Самые просвещенные иноземцы чувствовали цену его ума и нравственных достоинств. Кантемир был другом известного аббата Гуаско и приятелем славного Монтескье[73]. Любовь к наукам и словесности, следствие нежного образования души, всегда бывает соединена с благородным влечением к дружбе, которая, питая чувствительность, дает уму еще более силы и парения.

ТАТИЩЕВ ВАСИЛИЙ НИКИТИЧ

Тайный советник и астраханский губернатор. Год рождения его неизвестен, а умер в 1750 году.

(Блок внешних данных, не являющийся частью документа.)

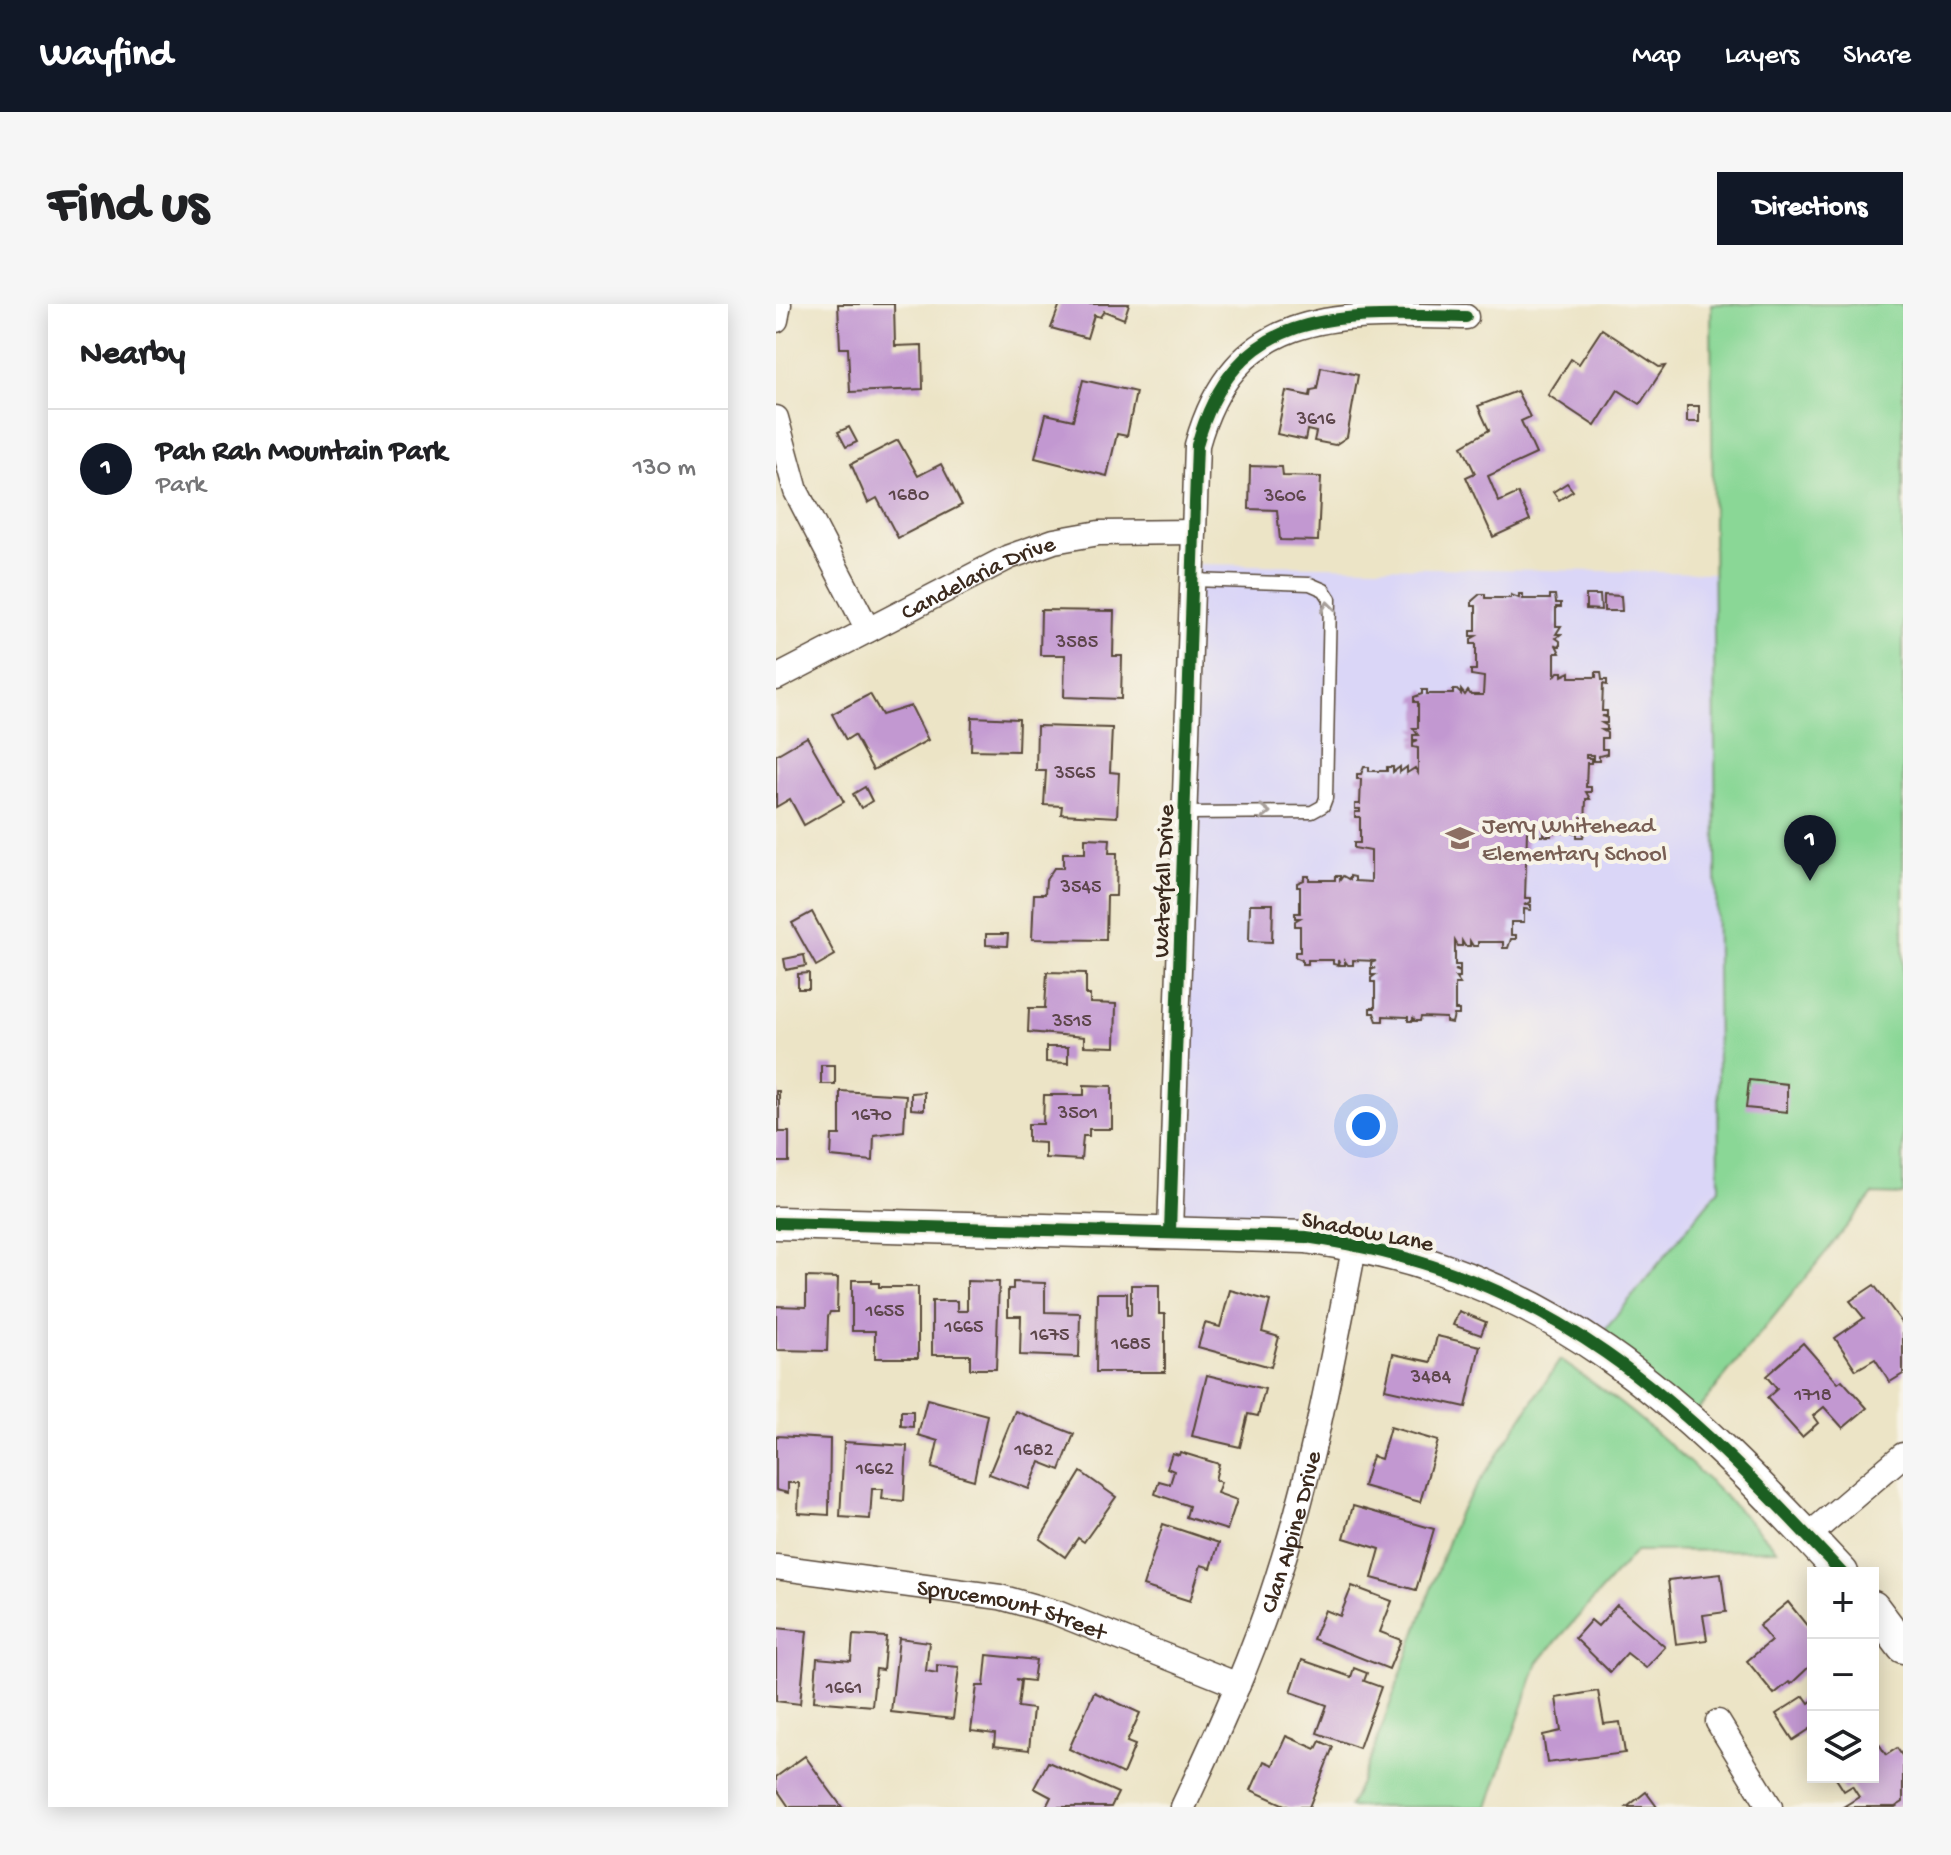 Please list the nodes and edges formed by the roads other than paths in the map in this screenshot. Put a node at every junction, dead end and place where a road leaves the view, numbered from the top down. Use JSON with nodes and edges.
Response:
{"nodes":[{"id":1,"x":779,"y":304,"type":"edge"},
{"id":2,"x":1466,"y":317,"type":"dead end"},
{"id":3,"x":776,"y":320,"type":"edge"},
{"id":4,"x":776,"y":418,"type":"edge"},
{"id":5,"x":1194,"y":532,"type":"junction"},
{"id":6,"x":1193,"y":580,"type":"junction"},
{"id":7,"x":868,"y":630,"type":"junction"},
{"id":8,"x":776,"y":678,"type":"edge"},
{"id":9,"x":1187,"y":813,"type":"junction"},
{"id":10,"x":776,"y":1223,"type":"edge"},
{"id":11,"x":1170,"y":1231,"type":"junction"},
{"id":12,"x":1355,"y":1244,"type":"junction"},
{"id":13,"x":1903,"y":1455,"type":"edge"},
{"id":14,"x":1808,"y":1536,"type":"junction"},
{"id":15,"x":776,"y":1567,"type":"edge"},
{"id":16,"x":1836,"y":1567,"type":"edge"},
{"id":17,"x":1879,"y":1615,"type":"edge"},
{"id":18,"x":1903,"y":1647,"type":"edge"},
{"id":19,"x":1238,"y":1685,"type":"junction"},
{"id":20,"x":1718,"y":1722,"type":"dead end"},
{"id":21,"x":1183,"y":1807,"type":"edge"},
{"id":22,"x":1770,"y":1807,"type":"edge"}],
"edges":[{"from":1,"to":3,"type":"street"},
{"from":2,"to":5,"type":"street","name":"Waterfall Drive"},
{"from":4,"to":7,"type":"street"},
{"from":5,"to":6,"type":"street","name":"Waterfall Drive"},
{"from":5,"to":7,"type":"street","name":"Candelaria Drive"},
{"from":6,"to":9,"type":"street","name":"Waterfall Drive"},
{"from":9,"to":6,"type":"lane","one_way":true},
{"from":7,"to":8,"type":"street","name":"Candelaria Drive"},
{"from":9,"to":11,"type":"street","name":"Waterfall Drive"},
{"from":10,"to":11,"type":"street","name":"Shadow Lane"},
{"from":11,"to":12,"type":"street","name":"Shadow Lane"},
{"from":12,"to":14,"type":"street","name":"Shadow Lane"},
{"from":12,"to":19,"type":"street","name":"Clan Alpine Drive"},
{"from":13,"to":14,"type":"street"},
{"from":14,"to":16,"type":"street","name":"Shadow Lane"},
{"from":15,"to":19,"type":"street","name":"Sprucemount Street"},
{"from":17,"to":18,"type":"street"},
{"from":19,"to":21,"type":"street","name":"Clan Alpine Drive"},
{"from":20,"to":22,"type":"street"}]}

Ревностный любитель отечественной истории, употребивший тридцать лет на собирание всего, что до нее касается; но сей трудолюбивый муж, достойный нашего почтения, вместо истории оставил нам только5 материалы ее5 и прибавил к летописям свои замечания. В догадках его не всегда находим вероятность, а в соображениях ту ясную простоту, которую любят читатели для своего покоя. Он заставляет нас еще работать умом и вместе с ним теряться в хаосе противоречий. Историк должен все обделать в голове своей; ему труд, а нам плоды трудов его. Мы охотно идем за ним во мрак давно прошедших веков, если факел его светит перед нами ясно. Господин Татищев издал, между прочим, весьма любопытные отрывки летописи, сочиненной будто бы еще прежде Нестора Новогородским епископом Иоакимом; но знатоки наших древностей не хотят, к сожалению, верить истине ее. Впрочем, он был редким человеком (у нас в России) по деятельности ума своего и страстной охоте к историческим наукам.

КЛИМОВСКИЙ СЕМЕН

Малороссийский казак. Жил около 1724 года.

Казак и стихотворец.6 В императорской библиотеке хранится его рукописное сочинение «О великодушии и правде», в котором много хороших чувств и даже хороших стихов (без определенного течения стоп). Сказывают, что Климовский не менее семи греческих мудрецов был славен и почтен между его собратьями казаками; что он, как вдохновенная пифия, говаривал в беседах высокопарными стихами, давал приятелям благоразумные советы, твердил часто пословицу: «Нам добро и никому зло, то законное житье»; и любопытные приходили издалека слушать его. Малороссийская песня: «Не хочу я ничего, только тебя одного», которую поют наши любезные дамы, есть также, как уверяют, сочинение Климовского, ученика природы, к сожалению не доученного искусством.

Авторы России, здесь изображенные! Не стыдитесь видеть его в вашем обществе.